| Data |
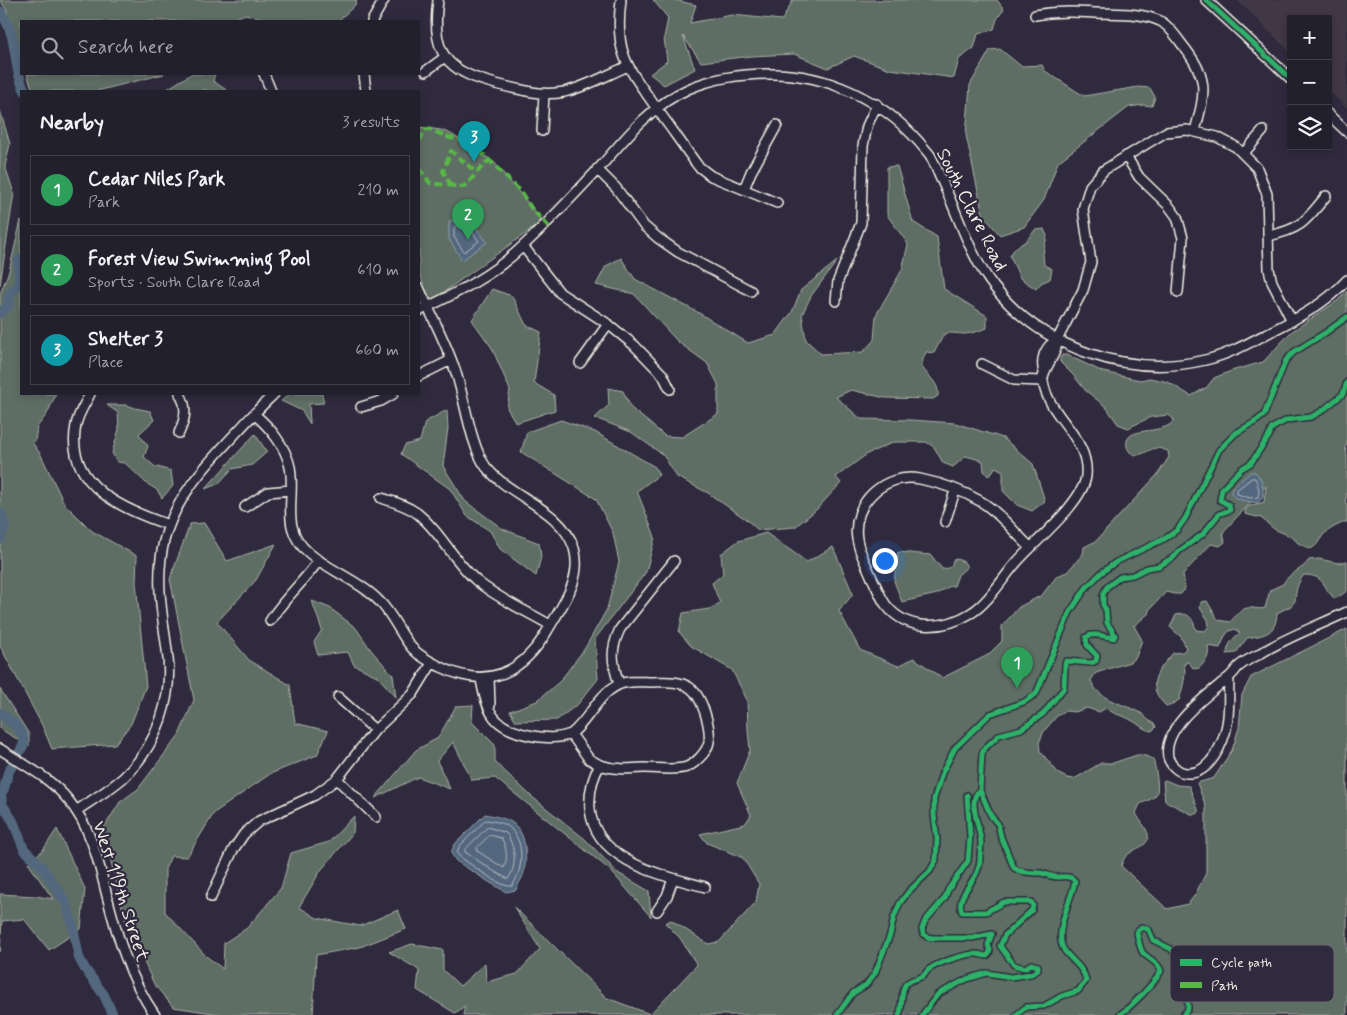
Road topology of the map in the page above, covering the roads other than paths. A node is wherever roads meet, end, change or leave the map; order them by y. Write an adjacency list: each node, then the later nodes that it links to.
1 (384, 0): 6 (street)
2 (438, 0): 7 (street)
3 (621, 0): 8 (street)
4 (1206, 0): 12 (street)
5 (1035, 16): 21 (street)
6 (373, 20)
7 (445, 57): 9 (street); 15 (street)
8 (628, 66): 15 (street); 17 (street)
9 (426, 71)
10 (264, 75): 13 (street)
11 (364, 75): 14 (street)
12 (1287, 75)
13 (271, 90)
14 (363, 90)
15 (544, 94): 20 (street)
16 (877, 104): 17 (street, South Clare Road); 36 (street); 40 (street, South Clare Road)
17 (657, 108): 26 (street, South Clare Road); 27 (street)
18 (1332, 118): 23 (street)
19 (777, 125): 27 (street)
20 (542, 131)
21 (1195, 131): 24 (street); 25 (street)
22 (1263, 131): 24 (street)
23 (1347, 132)
24 (1243, 154): 30 (street)
25 (1126, 156): 34 (street); 40 (street)
26 (598, 169): 31 (street, South Clare Road); 33 (street)
27 (744, 189): 29 (street)
28 (1326, 196): 30 (street)
29 (777, 203)
30 (1268, 236): 38 (street)
31 (523, 246): 37 (street, South Clare Road); 39 (street)
32 (1347, 280): 38 (street, South Clare Road)
33 (751, 291)
34 (1178, 292)
35 (420, 293): 37 (street)
36 (836, 302)
37 (423, 309): 41 (street)
38 (1292, 321): 40 (street, South Clare Road)
39 (608, 324): 42 (street); 46 (street)
40 (1057, 340): 45 (street)
41 (451, 360): 44 (street); 65 (street)
42 (580, 362)
43 (982, 364): 45 (street)
44 (420, 376)
45 (1043, 377): 60 (street)
46 (670, 389)
47 (89, 395): 59 (street)
48 (183, 395): 53 (street)
49 (273, 395): 52 (street)
50 (391, 395): 51 (street)
51 (361, 407)
52 (254, 414): 54 (street); 59 (street)
53 (180, 433)
54 (291, 490): 57 (street); 61 (street)
55 (956, 491): 58 (street); 60 (street); 60 (street)
56 (382, 498): 65 (street)
57 (245, 507)
58 (945, 522)
59 (169, 525): 76 (street)
60 (1030, 547)
61 (319, 560): 64 (street); 66 (street)
62 (674, 561): 69 (street)
63 (1347, 612): 68 (street)
64 (270, 621)
65 (550, 625): 67 (street)
66 (432, 662): 67 (street); 71 (street)
67 (485, 678): 72 (street)
68 (1229, 678): 68 (street)
69 (619, 684): 72 (street); 74 (street)
70 (338, 697): 71 (street)
71 (376, 730): 75 (street)
72 (571, 734): 74 (street)
73 (0, 748): 76 (street, West 119th Street)
74 (600, 765): 78 (street)
75 (338, 779): 77 (street); 80 (street)
76 (76, 811): 82 (street, West 119th Street)
77 (376, 817)
78 (673, 879): 79 (street); 81 (street)
79 (704, 888)
80 (211, 896)
81 (657, 911)
82 (155, 1015)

| Exercise directions |
Look through the data above and return each line where the string "Clare" occurs.

| Response to this exercise |
16 (877, 104): 17 (street, South Clare Road); 36 (street); 40 (street, South Clare Road)
17 (657, 108): 26 (street, South Clare Road); 27 (street)
26 (598, 169): 31 (street, South Clare Road); 33 (street)
31 (523, 246): 37 (street, South Clare Road); 39 (street)
32 (1347, 280): 38 (street, South Clare Road)
38 (1292, 321): 40 (street, South Clare Road)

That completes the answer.